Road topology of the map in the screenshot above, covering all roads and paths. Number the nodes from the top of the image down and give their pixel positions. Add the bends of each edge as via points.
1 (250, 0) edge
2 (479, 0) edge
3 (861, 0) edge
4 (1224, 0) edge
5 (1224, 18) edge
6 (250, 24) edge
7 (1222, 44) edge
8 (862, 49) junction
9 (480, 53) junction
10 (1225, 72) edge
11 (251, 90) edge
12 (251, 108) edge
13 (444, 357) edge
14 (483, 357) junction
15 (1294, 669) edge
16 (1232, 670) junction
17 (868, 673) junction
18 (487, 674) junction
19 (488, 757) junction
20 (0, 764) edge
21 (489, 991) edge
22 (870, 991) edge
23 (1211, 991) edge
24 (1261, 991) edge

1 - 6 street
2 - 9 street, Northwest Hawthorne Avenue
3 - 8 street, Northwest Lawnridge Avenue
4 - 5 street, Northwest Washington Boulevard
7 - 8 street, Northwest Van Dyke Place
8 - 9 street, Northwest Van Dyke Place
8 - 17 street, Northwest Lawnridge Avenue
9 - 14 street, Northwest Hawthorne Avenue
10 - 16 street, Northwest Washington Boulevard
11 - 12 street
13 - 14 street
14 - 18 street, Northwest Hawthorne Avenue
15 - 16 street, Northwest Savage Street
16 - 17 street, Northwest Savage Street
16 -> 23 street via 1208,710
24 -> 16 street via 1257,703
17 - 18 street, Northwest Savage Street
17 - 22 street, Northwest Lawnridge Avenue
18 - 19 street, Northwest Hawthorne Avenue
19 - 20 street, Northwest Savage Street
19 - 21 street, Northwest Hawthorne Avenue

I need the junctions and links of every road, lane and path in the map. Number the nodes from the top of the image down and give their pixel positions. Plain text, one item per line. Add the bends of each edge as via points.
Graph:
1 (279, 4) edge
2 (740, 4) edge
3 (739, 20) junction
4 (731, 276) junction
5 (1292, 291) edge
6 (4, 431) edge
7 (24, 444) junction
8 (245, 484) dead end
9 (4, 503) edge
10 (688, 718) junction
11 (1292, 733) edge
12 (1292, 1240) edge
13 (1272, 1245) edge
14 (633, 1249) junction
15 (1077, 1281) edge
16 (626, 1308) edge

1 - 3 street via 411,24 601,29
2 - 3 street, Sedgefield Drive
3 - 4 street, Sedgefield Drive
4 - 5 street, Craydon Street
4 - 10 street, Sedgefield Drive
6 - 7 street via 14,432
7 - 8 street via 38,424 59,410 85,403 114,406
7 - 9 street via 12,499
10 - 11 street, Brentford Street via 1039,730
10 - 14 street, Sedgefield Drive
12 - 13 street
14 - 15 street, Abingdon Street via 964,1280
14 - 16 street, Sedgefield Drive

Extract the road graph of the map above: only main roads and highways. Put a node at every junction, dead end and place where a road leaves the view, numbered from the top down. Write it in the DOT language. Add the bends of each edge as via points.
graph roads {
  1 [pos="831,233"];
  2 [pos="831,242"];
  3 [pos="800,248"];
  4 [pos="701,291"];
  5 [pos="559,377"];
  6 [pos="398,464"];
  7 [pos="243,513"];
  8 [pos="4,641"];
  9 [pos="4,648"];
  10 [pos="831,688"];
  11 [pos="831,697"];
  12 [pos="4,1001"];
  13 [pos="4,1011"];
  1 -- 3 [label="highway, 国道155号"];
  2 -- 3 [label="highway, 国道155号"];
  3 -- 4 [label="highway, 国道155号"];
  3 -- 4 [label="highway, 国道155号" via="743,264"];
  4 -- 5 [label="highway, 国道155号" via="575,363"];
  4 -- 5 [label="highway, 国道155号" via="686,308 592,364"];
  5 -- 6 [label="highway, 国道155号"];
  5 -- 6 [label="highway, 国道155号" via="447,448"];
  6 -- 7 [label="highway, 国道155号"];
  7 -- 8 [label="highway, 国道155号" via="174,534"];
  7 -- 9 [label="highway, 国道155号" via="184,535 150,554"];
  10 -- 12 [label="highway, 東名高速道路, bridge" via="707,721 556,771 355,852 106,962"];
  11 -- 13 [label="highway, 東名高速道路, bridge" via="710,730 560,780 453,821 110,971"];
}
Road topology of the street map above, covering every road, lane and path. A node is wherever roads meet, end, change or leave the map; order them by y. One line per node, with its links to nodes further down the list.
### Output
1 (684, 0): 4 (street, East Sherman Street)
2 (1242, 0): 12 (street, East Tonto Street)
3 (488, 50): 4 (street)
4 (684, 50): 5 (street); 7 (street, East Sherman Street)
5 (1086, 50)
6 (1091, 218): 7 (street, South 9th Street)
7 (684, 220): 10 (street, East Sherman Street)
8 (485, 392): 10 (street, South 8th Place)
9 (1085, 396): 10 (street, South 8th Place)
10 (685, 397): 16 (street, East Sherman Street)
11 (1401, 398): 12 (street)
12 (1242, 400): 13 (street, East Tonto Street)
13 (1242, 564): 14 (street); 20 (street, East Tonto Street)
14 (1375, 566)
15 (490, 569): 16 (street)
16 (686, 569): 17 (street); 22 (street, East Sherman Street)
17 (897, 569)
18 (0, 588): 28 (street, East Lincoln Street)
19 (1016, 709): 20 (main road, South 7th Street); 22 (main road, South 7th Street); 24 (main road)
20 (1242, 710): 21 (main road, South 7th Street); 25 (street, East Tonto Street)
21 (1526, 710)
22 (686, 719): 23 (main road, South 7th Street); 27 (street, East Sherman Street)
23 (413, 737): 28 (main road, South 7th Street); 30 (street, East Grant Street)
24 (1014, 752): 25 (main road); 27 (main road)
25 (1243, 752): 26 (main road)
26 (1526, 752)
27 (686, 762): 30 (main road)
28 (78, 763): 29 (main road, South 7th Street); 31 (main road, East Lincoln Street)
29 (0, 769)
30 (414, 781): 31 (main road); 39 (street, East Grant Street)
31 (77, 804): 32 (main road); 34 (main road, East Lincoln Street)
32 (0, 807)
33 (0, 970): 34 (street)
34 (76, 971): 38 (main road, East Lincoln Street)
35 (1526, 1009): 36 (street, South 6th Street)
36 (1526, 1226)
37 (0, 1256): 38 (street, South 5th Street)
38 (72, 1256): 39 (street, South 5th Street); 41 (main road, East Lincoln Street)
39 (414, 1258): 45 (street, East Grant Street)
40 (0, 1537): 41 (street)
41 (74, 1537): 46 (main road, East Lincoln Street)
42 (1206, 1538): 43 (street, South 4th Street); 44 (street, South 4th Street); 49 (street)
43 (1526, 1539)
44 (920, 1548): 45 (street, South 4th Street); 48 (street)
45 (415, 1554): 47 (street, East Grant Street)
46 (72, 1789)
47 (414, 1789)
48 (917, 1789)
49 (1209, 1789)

____________________

-- What you are asked to do --
Write the listing out again, matching every line exactly.

-- Written reply --
Road topology of the map in the screenshot above, covering all roads and paths. Number the nodes from the top of the image down and give their pixel positions. Add the bends of each edge as via points.
1 (250, 0) edge
2 (479, 0) edge
3 (861, 0) edge
4 (1224, 0) edge
5 (1224, 18) edge
6 (250, 24) edge
7 (1222, 44) edge
8 (862, 49) junction
9 (480, 53) junction
10 (1225, 72) edge
11 (251, 90) edge
12 (251, 108) edge
13 (444, 357) edge
14 (483, 357) junction
15 (1294, 669) edge
16 (1232, 670) junction
17 (868, 673) junction
18 (487, 674) junction
19 (488, 757) junction
20 (0, 764) edge
21 (489, 991) edge
22 (870, 991) edge
23 (1211, 991) edge
24 (1261, 991) edge

1 - 6 street
2 - 9 street, Northwest Hawthorne Avenue
3 - 8 street, Northwest Lawnridge Avenue
4 - 5 street, Northwest Washington Boulevard
7 - 8 street, Northwest Van Dyke Place
8 - 9 street, Northwest Van Dyke Place
8 - 17 street, Northwest Lawnridge Avenue
9 - 14 street, Northwest Hawthorne Avenue
10 - 16 street, Northwest Washington Boulevard
11 - 12 street
13 - 14 street
14 - 18 street, Northwest Hawthorne Avenue
15 - 16 street, Northwest Savage Street
16 - 17 street, Northwest Savage Street
16 -> 23 street via 1208,710
24 -> 16 street via 1257,703
17 - 18 street, Northwest Savage Street
17 - 22 street, Northwest Lawnridge Avenue
18 - 19 street, Northwest Hawthorne Avenue
19 - 20 street, Northwest Savage Street
19 - 21 street, Northwest Hawthorne Avenue

I need the junctions and links of every road, lane and path in the map. Number the nodes from the top of the image down and give their pixel positions. Plain text, one item per line. Add the bends of each edge as via points.
Graph:
1 (279, 4) edge
2 (740, 4) edge
3 (739, 20) junction
4 (731, 276) junction
5 (1292, 291) edge
6 (4, 431) edge
7 (24, 444) junction
8 (245, 484) dead end
9 (4, 503) edge
10 (688, 718) junction
11 (1292, 733) edge
12 (1292, 1240) edge
13 (1272, 1245) edge
14 (633, 1249) junction
15 (1077, 1281) edge
16 (626, 1308) edge

1 - 3 street via 411,24 601,29
2 - 3 street, Sedgefield Drive
3 - 4 street, Sedgefield Drive
4 - 5 street, Craydon Street
4 - 10 street, Sedgefield Drive
6 - 7 street via 14,432
7 - 8 street via 38,424 59,410 85,403 114,406
7 - 9 street via 12,499
10 - 11 street, Brentford Street via 1039,730
10 - 14 street, Sedgefield Drive
12 - 13 street
14 - 15 street, Abingdon Street via 964,1280
14 - 16 street, Sedgefield Drive

Extract the road graph of the map above: only main roads and highways. Put a node at every junction, dead end and place where a road leaves the view, numbered from the top down. Write it in the DOT language. Add the bends of each edge as via points.
graph roads {
  1 [pos="831,233"];
  2 [pos="831,242"];
  3 [pos="800,248"];
  4 [pos="701,291"];
  5 [pos="559,377"];
  6 [pos="398,464"];
  7 [pos="243,513"];
  8 [pos="4,641"];
  9 [pos="4,648"];
  10 [pos="831,688"];
  11 [pos="831,697"];
  12 [pos="4,1001"];
  13 [pos="4,1011"];
  1 -- 3 [label="highway, 国道155号"];
  2 -- 3 [label="highway, 国道155号"];
  3 -- 4 [label="highway, 国道155号"];
  3 -- 4 [label="highway, 国道155号" via="743,264"];
  4 -- 5 [label="highway, 国道155号" via="575,363"];
  4 -- 5 [label="highway, 国道155号" via="686,308 592,364"];
  5 -- 6 [label="highway, 国道155号"];
  5 -- 6 [label="highway, 国道155号" via="447,448"];
  6 -- 7 [label="highway, 国道155号"];
  7 -- 8 [label="highway, 国道155号" via="174,534"];
  7 -- 9 [label="highway, 国道155号" via="184,535 150,554"];
  10 -- 12 [label="highway, 東名高速道路, bridge" via="707,721 556,771 355,852 106,962"];
  11 -- 13 [label="highway, 東名高速道路, bridge" via="710,730 560,780 453,821 110,971"];
}
Road topology of the street map above, covering every road, lane and path. A node is wherever roads meet, end, change or leave the map; order them by y. One line per node, with its links to nodes further down the list.
### Output
1 (684, 0): 4 (street, East Sherman Street)
2 (1242, 0): 12 (street, East Tonto Street)
3 (488, 50): 4 (street)
4 (684, 50): 5 (street); 7 (street, East Sherman Street)
5 (1086, 50)
6 (1091, 218): 7 (street, South 9th Street)
7 (684, 220): 10 (street, East Sherman Street)
8 (485, 392): 10 (street, South 8th Place)
9 (1085, 396): 10 (street, South 8th Place)
10 (685, 397): 16 (street, East Sherman Street)
11 (1401, 398): 12 (street)
12 (1242, 400): 13 (street, East Tonto Street)
13 (1242, 564): 14 (street); 20 (street, East Tonto Street)
14 (1375, 566)
15 (490, 569): 16 (street)
16 (686, 569): 17 (street); 22 (street, East Sherman Street)
17 (897, 569)
18 (0, 588): 28 (street, East Lincoln Street)
19 (1016, 709): 20 (main road, South 7th Street); 22 (main road, South 7th Street); 24 (main road)
20 (1242, 710): 21 (main road, South 7th Street); 25 (street, East Tonto Street)
21 (1526, 710)
22 (686, 719): 23 (main road, South 7th Street); 27 (street, East Sherman Street)
23 (413, 737): 28 (main road, South 7th Street); 30 (street, East Grant Street)
24 (1014, 752): 25 (main road); 27 (main road)
25 (1243, 752): 26 (main road)
26 (1526, 752)
27 (686, 762): 30 (main road)
28 (78, 763): 29 (main road, South 7th Street); 31 (main road, East Lincoln Street)
29 (0, 769)
30 (414, 781): 31 (main road); 39 (street, East Grant Street)
31 (77, 804): 32 (main road); 34 (main road, East Lincoln Street)
32 (0, 807)
33 (0, 970): 34 (street)
34 (76, 971): 38 (main road, East Lincoln Street)
35 (1526, 1009): 36 (street, South 6th Street)
36 (1526, 1226)
37 (0, 1256): 38 (street, South 5th Street)
38 (72, 1256): 39 (street, South 5th Street); 41 (main road, East Lincoln Street)
39 (414, 1258): 45 (street, East Grant Street)
40 (0, 1537): 41 (street)
41 (74, 1537): 46 (main road, East Lincoln Street)
42 (1206, 1538): 43 (street, South 4th Street); 44 (street, South 4th Street); 49 (street)
43 (1526, 1539)
44 (920, 1548): 45 (street, South 4th Street); 48 (street)
45 (415, 1554): 47 (street, East Grant Street)
46 (72, 1789)
47 (414, 1789)
48 (917, 1789)
49 (1209, 1789)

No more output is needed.